ANGELA The mustard plaster. Certainly not!

GUS It’s burning like anything.

ANGELA (Calmly) That is what mustard plasters are for.

GUS (Querulously) But I’m sure I’ve had it on long enough. What’s the time?

ANGELA Just eight.

GUS And I’ve had it on since half past six!

ANGELA (Indifferently) I dare say. Drink your soup.

GUS (Doing so) You don’t seem to mind much.

ANGELA Why should I?

GUS I should mind if you had a beastly mustard plaster burning the skin off you.

ANGELA (Viciously) I think you’re making a great fuss about nothing. You’ve not had it on half long enough! Just wait till it’s been on another hour, and then you’ll see!

GUS (Querulously) But I don’t want to see.

ANGELA Have you finished your soup?

GUS Yes. Take it away. I can’t eat.

ANGELA (Taking soup away) Perhaps I’d better not bring you any more dinner then? | [61]

GUS (Peevishly) Nonsense, Angela. Of course I want dinner. I must eat to keep up my strength. But I shan’t enjoy it.

ANGELA They say, “starve a cold”.

GUS (Disgusted) They don’t say anything of the kind. They say “feed a cold” and I’m jolly well going to do it.

(ANGELA laughs)

That’s right – laugh away. But it’s a lot more amusing for you than it is for me. I can tell you!

(Exit ANGELA, with soup on tray)

Heartless little wretch! Really I don’t know what girls are coming to nowadays. They seem to have lost all feminine compassion! (fans himself again with dressing gown) Ouf! I wish I could get the beastly thing off.

(Enter R. JACK in evening dress followed by KITTY – GUS does not see him)

JACK (Boisterously) Hullo, Gus!

GUS (Jumping up with a start, throwing coat off his knees) Jack! What the Dickens are you doing here? And Kitty too! Go away at once –

JACK What are we doing here? What are you doing here, you mean. In those preposterous clothes too.
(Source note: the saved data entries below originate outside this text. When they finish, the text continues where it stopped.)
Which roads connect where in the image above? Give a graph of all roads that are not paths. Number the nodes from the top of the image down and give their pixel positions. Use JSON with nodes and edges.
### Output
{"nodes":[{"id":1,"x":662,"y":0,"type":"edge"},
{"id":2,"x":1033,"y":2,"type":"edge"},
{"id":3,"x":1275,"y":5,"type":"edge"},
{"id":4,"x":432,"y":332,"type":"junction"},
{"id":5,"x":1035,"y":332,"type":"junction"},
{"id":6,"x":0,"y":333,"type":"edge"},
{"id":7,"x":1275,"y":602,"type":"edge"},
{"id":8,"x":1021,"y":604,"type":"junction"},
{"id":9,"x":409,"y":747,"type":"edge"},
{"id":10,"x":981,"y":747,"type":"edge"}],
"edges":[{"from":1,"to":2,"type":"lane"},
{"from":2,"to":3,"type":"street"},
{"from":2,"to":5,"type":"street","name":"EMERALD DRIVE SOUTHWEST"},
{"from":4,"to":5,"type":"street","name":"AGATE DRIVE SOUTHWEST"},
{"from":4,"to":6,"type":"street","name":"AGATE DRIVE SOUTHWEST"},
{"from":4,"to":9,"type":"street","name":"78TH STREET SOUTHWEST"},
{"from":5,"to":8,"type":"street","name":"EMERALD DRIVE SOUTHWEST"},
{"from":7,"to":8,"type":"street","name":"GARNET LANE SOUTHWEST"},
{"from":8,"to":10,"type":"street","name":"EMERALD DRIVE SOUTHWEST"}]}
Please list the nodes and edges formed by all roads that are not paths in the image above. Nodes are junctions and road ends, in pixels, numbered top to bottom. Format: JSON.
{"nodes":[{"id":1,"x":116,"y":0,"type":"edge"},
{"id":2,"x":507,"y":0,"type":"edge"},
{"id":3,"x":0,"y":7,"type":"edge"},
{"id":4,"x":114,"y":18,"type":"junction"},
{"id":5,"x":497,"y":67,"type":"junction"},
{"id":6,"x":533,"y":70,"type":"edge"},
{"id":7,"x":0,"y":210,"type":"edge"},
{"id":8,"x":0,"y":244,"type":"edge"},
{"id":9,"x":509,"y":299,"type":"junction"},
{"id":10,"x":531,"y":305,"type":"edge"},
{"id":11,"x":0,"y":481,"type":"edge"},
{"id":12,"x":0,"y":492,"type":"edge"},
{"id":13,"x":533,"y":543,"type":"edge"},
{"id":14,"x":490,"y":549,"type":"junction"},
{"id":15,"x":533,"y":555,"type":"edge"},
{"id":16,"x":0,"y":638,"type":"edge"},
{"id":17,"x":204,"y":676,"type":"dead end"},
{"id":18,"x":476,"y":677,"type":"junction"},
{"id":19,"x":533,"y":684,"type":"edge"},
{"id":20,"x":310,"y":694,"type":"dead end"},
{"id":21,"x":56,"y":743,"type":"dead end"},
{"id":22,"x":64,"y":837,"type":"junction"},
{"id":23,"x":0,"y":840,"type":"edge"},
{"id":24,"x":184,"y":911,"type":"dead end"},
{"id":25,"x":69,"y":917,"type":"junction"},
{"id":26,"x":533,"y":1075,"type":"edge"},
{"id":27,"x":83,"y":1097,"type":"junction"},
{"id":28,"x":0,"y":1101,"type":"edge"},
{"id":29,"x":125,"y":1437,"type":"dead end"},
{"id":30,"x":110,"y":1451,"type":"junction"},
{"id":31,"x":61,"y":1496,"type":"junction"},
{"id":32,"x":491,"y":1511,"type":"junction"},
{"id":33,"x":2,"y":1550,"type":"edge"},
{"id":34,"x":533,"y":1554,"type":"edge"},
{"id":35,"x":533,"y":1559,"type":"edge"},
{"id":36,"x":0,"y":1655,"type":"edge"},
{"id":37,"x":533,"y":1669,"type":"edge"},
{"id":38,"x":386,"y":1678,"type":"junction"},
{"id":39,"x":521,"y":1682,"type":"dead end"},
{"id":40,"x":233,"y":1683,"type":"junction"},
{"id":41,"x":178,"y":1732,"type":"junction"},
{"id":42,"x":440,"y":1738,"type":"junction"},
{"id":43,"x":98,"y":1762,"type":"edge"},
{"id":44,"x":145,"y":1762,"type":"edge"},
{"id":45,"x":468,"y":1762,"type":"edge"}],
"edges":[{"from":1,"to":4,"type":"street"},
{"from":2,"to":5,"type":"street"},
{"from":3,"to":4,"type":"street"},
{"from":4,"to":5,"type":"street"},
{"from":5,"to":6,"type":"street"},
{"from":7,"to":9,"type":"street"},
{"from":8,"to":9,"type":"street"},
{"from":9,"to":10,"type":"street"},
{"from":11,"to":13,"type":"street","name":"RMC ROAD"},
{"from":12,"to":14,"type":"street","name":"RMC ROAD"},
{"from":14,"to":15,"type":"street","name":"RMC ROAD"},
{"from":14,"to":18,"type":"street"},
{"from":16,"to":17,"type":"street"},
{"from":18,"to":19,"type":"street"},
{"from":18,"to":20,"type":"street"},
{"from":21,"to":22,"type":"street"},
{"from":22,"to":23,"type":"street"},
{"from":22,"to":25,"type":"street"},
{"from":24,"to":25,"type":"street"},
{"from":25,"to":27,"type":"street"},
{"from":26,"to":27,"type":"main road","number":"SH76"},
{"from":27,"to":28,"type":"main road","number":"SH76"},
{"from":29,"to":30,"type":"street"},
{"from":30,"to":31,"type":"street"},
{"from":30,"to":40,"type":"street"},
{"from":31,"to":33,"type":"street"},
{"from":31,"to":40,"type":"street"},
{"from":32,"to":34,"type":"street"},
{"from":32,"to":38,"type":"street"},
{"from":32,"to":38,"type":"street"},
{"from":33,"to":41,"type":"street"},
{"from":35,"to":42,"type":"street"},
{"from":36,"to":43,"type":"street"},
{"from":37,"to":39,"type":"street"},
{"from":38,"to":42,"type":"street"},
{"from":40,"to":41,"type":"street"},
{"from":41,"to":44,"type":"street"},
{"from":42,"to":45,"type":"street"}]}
GUS (Almost in a fever of terror) Go away I tell you. Go away both of you. If you’re seen here there’ll be the devil to pay.

KITTY Seen indeed. And why shouldn’t we be seen, pray? A pretty way to receive visitors.

GUS I can’t help that. For Heaven’s sake, Kitty, go away at once. Jack, take her away before someone comes.

JACK Before who comes? | [62]

GUS Aunt Miriam, Emily, Angela – (sinks his voice). They’re having dinner over there. (points R. )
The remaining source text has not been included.